Intel Burn Test, and SuperPi both give outputs measured in time; ie you should have faster results when overclocked than when at the standard BIOS settings.
 
i'm using CPU-Z, and it displays the standard speeds. Voltage changes when i change it in BIOS, but not CPU speeds or memory speeds.

It was changing fine before i made those ammendments to the processor drivers in windows as stated in the first post. :S
 
have the same board and get the same issue at times its odd and only way ive found to fix it is to do this

remove atx and 12v power connectors, remove bios battery leave for a bit with the cmos clear jumper set to clear.
power up and put your settings back
 
Are you sure it's not actually running at the overclocked speed? Windows always calls it a 'Q9550 @ 2.83ghz' no matter what the speed, windows just reports the CPU-ID string and not the actual clock speed it's running at.
 
Oh and, Gigabyte do have an overclocking utility which can be used in Windows but I don't have it installed...
I could use that program instead but i'd much prefer to use BIOS to be honest :(
 
It's definitely running at stock speed, I have checked in CPU-Z.
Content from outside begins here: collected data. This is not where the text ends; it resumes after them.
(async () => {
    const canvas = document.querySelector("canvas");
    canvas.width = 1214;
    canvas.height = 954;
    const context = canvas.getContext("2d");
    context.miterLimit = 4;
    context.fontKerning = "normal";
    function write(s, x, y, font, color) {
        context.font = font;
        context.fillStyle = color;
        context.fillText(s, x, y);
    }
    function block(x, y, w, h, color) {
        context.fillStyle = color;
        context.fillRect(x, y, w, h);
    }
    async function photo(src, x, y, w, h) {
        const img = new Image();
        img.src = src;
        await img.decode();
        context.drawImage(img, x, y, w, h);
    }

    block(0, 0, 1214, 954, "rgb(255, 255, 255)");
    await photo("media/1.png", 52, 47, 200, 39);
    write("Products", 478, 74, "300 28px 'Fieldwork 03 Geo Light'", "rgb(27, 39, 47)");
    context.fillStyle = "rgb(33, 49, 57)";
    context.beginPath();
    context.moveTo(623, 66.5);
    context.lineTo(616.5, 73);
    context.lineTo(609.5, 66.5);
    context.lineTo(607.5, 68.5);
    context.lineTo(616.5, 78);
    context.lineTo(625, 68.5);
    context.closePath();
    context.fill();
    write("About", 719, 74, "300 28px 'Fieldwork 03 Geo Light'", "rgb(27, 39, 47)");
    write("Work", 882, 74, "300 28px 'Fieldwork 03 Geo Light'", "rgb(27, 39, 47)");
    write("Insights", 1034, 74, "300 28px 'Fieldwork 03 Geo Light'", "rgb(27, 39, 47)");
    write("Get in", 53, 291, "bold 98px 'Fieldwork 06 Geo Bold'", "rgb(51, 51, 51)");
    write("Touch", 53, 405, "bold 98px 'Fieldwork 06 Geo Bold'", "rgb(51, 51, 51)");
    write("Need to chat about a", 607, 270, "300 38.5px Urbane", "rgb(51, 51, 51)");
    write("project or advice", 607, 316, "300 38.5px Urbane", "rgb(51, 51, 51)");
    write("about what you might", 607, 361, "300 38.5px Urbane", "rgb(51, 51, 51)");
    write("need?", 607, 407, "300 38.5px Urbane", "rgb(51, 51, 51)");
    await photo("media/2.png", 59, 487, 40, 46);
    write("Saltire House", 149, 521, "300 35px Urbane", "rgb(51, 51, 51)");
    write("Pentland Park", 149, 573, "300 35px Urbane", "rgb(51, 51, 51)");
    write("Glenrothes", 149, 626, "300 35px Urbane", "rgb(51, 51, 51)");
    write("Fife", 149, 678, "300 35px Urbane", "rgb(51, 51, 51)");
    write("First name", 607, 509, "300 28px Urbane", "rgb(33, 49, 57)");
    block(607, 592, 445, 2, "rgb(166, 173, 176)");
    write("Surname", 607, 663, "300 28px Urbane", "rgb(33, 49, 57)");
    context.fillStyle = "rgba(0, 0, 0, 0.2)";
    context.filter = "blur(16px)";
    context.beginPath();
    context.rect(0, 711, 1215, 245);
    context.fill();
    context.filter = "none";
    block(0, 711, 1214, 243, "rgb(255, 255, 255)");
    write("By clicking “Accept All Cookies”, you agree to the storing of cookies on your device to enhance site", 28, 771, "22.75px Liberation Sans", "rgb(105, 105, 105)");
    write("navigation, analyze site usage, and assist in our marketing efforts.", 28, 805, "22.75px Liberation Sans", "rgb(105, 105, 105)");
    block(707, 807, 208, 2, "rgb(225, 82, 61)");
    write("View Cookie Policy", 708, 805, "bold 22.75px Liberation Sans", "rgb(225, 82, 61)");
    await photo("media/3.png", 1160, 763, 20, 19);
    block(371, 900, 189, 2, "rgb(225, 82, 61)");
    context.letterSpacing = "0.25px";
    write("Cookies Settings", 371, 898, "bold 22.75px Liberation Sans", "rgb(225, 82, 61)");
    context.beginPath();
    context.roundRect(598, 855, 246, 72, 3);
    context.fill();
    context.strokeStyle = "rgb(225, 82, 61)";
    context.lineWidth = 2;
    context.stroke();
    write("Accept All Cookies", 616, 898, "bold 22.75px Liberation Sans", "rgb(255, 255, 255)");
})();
Have do you actually set to Clear CMOS on the board? Never done it before :(

Check the manual [you can probably download it easily from the mobo manufacturers sight], it should tell you - normally it involves changing the jumper near the battery where it says CLR_RTC or CLEAR_CMOS from 1-2 to 2-3 while the battery and power are disconnected, but check the manual in case it has any specifics about it - some mobos have a button for it rather than jumpers, etc etc.
 
Right I didn't want to fiddle with the manual CMOS reset on the board, so I went into the BIOS, selected 'Load CMOS from BIOS', loaded the default, then loaded optimized settings, then went back into the bios, changed to the overclock, and it now seems to be working!
Thanks for the help
 
Also with the gigabyte boards, make sure you also upgrade the backup bios.

I had the main bios upgraded to F7, but now and then it would decide to boot from the old bios at F2, and cause all sorts of issues.